The Romney campaign today is attempting to draw attention to a 1998 video in which President Obama, then a state senator, says, “I actually believe in redistribution, at least at a certain level to make sure everybody’s got a shot.” Romney’s campaign responded with a statement saying, “Mitt Romney has a very different idea. He knows that we need to foster growth and create wealth, not redistribute wealth, if our economy is to grow the way it has in the past.”
Sen. John McCain (R-AZ) made the same charge in 2008, saying, “that is what change means for Barack the Redistributor: It means taking your money and giving it to someone else. He believes in redistributing wealth, not in policies that grow our economy and create jobs.” But if Obama is truly out to redistribute the wealth, he’s not doing a bang-up job of it, as more wealth has moved to the top of the income scale and the country has gotten more unequal.

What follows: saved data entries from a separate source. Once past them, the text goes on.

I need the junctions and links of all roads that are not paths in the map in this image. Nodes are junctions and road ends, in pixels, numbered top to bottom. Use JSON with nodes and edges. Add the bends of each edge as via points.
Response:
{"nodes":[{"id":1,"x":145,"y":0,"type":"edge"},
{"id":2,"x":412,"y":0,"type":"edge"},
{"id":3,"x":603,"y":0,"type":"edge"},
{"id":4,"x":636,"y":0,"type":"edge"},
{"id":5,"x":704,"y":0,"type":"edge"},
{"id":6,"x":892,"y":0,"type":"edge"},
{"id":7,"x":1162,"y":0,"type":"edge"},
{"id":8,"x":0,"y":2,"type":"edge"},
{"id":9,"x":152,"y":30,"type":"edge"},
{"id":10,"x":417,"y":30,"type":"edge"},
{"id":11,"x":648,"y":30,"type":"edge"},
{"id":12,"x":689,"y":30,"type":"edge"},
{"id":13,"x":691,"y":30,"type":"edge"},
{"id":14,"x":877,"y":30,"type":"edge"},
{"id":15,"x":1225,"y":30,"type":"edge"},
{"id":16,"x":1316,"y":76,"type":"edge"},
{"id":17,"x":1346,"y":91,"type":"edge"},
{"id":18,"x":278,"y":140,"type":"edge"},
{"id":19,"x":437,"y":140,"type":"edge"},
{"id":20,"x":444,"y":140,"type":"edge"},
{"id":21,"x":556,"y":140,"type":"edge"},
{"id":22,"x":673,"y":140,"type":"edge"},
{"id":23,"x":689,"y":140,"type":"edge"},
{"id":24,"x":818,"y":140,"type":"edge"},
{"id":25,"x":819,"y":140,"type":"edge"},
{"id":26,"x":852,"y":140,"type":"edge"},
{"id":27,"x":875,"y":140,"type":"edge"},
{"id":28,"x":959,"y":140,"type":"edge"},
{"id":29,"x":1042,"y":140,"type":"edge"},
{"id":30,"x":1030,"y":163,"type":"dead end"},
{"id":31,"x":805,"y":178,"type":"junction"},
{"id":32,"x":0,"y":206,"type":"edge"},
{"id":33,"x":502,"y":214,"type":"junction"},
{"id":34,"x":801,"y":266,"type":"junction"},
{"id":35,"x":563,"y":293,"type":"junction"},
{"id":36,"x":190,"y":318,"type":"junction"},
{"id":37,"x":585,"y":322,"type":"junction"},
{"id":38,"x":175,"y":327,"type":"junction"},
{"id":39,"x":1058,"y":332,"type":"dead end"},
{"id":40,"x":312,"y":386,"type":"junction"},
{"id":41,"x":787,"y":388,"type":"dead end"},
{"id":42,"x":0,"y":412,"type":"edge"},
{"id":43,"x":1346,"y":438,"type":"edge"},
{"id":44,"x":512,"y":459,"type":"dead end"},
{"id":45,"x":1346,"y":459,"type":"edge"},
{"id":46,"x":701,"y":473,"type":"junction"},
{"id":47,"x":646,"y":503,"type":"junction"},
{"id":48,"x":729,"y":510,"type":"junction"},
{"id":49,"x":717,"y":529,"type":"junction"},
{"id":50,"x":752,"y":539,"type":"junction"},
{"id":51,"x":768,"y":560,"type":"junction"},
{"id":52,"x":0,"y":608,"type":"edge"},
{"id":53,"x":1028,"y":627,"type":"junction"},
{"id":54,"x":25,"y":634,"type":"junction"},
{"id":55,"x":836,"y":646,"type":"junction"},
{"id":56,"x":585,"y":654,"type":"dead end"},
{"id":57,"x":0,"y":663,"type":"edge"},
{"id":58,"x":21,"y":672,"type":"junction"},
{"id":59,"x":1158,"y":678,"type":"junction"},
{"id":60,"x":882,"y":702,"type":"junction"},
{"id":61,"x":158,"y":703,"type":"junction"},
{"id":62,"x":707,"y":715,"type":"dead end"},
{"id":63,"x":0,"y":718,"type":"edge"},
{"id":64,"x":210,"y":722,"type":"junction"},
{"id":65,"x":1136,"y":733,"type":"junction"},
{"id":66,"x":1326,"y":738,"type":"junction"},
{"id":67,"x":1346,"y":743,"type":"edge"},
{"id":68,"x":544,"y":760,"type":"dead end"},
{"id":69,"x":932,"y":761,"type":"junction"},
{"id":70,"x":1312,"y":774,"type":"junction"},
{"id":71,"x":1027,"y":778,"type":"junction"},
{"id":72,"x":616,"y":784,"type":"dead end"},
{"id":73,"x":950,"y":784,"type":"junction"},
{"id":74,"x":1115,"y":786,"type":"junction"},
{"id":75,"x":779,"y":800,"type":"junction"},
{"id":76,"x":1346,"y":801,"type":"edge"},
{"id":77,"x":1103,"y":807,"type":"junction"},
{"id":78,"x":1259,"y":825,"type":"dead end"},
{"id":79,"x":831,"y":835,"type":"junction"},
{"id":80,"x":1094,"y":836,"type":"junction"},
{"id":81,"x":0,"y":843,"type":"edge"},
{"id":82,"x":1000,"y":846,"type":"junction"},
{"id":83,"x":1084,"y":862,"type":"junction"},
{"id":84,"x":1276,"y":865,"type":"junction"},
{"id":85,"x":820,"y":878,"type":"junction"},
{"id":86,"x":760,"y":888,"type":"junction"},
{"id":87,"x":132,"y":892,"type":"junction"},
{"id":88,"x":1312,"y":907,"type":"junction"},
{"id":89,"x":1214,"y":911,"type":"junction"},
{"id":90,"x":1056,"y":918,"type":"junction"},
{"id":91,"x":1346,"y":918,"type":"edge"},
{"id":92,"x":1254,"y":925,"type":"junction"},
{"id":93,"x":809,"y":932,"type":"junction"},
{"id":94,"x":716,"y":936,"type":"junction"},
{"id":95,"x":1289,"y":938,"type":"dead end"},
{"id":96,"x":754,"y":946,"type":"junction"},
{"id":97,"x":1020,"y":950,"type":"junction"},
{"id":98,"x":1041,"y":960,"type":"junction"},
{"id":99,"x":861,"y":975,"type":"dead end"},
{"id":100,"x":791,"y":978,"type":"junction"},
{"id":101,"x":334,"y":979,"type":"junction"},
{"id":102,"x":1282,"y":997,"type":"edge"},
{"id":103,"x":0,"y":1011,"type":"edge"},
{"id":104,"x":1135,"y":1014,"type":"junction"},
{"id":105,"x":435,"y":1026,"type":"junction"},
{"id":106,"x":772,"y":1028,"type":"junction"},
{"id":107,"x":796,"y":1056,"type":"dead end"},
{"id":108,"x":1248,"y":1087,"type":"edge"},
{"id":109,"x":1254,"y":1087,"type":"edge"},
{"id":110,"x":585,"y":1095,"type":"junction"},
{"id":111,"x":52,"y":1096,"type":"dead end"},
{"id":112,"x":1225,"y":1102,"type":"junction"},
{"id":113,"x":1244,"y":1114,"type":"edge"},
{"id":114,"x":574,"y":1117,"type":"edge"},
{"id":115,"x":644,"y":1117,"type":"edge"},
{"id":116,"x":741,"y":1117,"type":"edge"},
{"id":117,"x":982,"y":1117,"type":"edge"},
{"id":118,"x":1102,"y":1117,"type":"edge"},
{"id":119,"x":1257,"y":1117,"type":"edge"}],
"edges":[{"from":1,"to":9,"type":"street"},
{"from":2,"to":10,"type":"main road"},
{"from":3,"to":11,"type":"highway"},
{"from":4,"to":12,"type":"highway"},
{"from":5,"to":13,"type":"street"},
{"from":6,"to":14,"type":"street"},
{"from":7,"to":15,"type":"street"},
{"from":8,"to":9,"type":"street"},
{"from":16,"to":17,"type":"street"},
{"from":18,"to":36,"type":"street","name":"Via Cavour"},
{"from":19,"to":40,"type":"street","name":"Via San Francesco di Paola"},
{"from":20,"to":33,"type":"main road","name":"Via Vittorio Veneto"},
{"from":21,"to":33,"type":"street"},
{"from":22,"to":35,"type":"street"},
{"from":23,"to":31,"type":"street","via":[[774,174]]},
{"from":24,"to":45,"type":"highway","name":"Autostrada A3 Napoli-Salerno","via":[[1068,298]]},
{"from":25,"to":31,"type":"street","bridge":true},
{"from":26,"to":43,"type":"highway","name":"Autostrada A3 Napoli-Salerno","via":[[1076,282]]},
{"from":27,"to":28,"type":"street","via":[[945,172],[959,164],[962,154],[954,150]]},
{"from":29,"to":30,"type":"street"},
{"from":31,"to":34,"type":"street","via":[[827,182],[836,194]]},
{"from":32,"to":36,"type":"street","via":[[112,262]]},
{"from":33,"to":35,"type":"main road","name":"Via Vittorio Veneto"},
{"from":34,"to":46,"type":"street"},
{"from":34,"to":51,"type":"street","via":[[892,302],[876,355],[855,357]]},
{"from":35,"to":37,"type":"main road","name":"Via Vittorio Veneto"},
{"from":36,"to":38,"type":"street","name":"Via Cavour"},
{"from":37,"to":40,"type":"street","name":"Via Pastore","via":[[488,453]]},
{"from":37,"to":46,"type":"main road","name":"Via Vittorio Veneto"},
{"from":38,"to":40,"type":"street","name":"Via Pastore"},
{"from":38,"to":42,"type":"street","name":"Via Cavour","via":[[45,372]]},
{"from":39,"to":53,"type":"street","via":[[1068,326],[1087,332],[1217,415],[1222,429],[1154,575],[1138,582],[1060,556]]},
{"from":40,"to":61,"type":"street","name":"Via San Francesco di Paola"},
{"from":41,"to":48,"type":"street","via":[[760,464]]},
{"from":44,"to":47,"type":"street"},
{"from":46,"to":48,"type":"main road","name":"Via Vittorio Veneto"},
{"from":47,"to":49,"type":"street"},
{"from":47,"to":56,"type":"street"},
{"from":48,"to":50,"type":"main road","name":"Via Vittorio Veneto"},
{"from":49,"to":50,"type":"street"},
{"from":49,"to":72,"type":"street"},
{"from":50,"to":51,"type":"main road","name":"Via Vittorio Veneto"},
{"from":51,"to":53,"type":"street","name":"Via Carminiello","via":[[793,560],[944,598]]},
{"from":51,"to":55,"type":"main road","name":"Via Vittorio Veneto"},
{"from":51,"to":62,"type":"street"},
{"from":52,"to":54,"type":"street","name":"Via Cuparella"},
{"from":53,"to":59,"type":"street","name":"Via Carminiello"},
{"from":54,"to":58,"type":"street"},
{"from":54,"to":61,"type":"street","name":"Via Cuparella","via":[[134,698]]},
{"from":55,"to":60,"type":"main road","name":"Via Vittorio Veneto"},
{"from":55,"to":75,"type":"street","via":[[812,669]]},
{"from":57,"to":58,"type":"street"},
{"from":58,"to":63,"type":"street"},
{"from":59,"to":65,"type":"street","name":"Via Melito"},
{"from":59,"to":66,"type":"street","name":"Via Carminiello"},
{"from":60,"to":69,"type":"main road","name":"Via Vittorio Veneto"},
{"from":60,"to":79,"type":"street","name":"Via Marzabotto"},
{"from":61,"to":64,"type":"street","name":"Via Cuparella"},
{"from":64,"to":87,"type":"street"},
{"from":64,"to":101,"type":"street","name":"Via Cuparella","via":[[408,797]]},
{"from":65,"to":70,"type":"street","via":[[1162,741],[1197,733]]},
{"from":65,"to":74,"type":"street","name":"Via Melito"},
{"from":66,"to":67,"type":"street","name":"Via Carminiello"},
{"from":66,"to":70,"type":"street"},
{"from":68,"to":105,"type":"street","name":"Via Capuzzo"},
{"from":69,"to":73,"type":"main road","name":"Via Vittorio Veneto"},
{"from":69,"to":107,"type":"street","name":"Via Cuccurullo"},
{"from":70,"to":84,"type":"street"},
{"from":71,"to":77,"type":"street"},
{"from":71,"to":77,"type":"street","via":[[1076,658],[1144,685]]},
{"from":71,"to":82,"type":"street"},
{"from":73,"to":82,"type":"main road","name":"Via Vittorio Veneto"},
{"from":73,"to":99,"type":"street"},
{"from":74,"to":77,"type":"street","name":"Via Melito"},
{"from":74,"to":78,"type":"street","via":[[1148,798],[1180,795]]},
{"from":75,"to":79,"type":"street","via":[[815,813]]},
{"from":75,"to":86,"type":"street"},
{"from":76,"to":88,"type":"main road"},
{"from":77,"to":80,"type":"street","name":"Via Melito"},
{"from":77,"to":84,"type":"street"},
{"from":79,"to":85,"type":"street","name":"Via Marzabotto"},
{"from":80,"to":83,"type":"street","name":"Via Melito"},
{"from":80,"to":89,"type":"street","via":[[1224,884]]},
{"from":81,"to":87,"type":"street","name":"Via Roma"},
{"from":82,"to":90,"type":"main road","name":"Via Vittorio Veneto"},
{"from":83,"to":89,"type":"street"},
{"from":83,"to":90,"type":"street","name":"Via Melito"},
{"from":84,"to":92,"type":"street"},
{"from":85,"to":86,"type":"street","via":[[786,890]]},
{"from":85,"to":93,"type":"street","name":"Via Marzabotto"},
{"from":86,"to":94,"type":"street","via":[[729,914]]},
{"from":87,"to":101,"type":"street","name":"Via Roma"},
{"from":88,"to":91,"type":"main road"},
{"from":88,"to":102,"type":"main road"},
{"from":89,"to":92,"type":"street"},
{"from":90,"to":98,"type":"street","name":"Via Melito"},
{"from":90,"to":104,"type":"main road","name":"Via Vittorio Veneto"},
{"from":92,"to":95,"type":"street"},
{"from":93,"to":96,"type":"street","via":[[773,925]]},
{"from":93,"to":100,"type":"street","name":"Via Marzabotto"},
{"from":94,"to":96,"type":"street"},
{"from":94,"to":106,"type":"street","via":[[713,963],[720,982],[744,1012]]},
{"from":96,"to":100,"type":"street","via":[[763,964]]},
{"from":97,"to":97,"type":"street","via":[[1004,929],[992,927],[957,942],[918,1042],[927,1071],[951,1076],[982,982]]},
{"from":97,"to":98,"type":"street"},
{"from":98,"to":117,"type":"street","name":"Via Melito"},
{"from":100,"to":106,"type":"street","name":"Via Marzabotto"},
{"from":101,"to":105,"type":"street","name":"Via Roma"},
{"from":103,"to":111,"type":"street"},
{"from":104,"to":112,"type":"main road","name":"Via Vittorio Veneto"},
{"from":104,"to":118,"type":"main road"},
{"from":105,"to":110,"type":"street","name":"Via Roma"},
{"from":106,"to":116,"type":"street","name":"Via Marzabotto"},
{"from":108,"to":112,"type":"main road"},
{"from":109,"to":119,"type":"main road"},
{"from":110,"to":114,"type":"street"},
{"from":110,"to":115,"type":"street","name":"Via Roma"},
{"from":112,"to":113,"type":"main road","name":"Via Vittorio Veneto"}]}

The Census Bureau reported last week that income inequality increased in 2011. The Gini coefficient, which measures inequality, has only risen (signalling growing inequality) while Obama has been in office, as this chart from St. Louis Federal Reserve data shows:
According to the Census Bureau, the top one-fifth of households made 50 percent of the income in 2008. In 2010, that rose to 50.2 percent. In 2011, it rose further to 51.1 percent. The top 5 percent of households saw a similar increase, going from making 21.5 percent of the income in 2008 to 22.3 percent of the income in 2011. In 2010, a whopping 93 percent of the country’s income gains went to the richest 1 percent.
Of course, with a larger share of the income, comes a larger share of the wealth. As the Congressional Research Service shows, both the richest 10 percent and the richest 1 percent saw their share of total net worth increase between 2007 and 2010:
Romney, meanwhile, has endorsed an economic plan that would redistribute wealth up the income scale.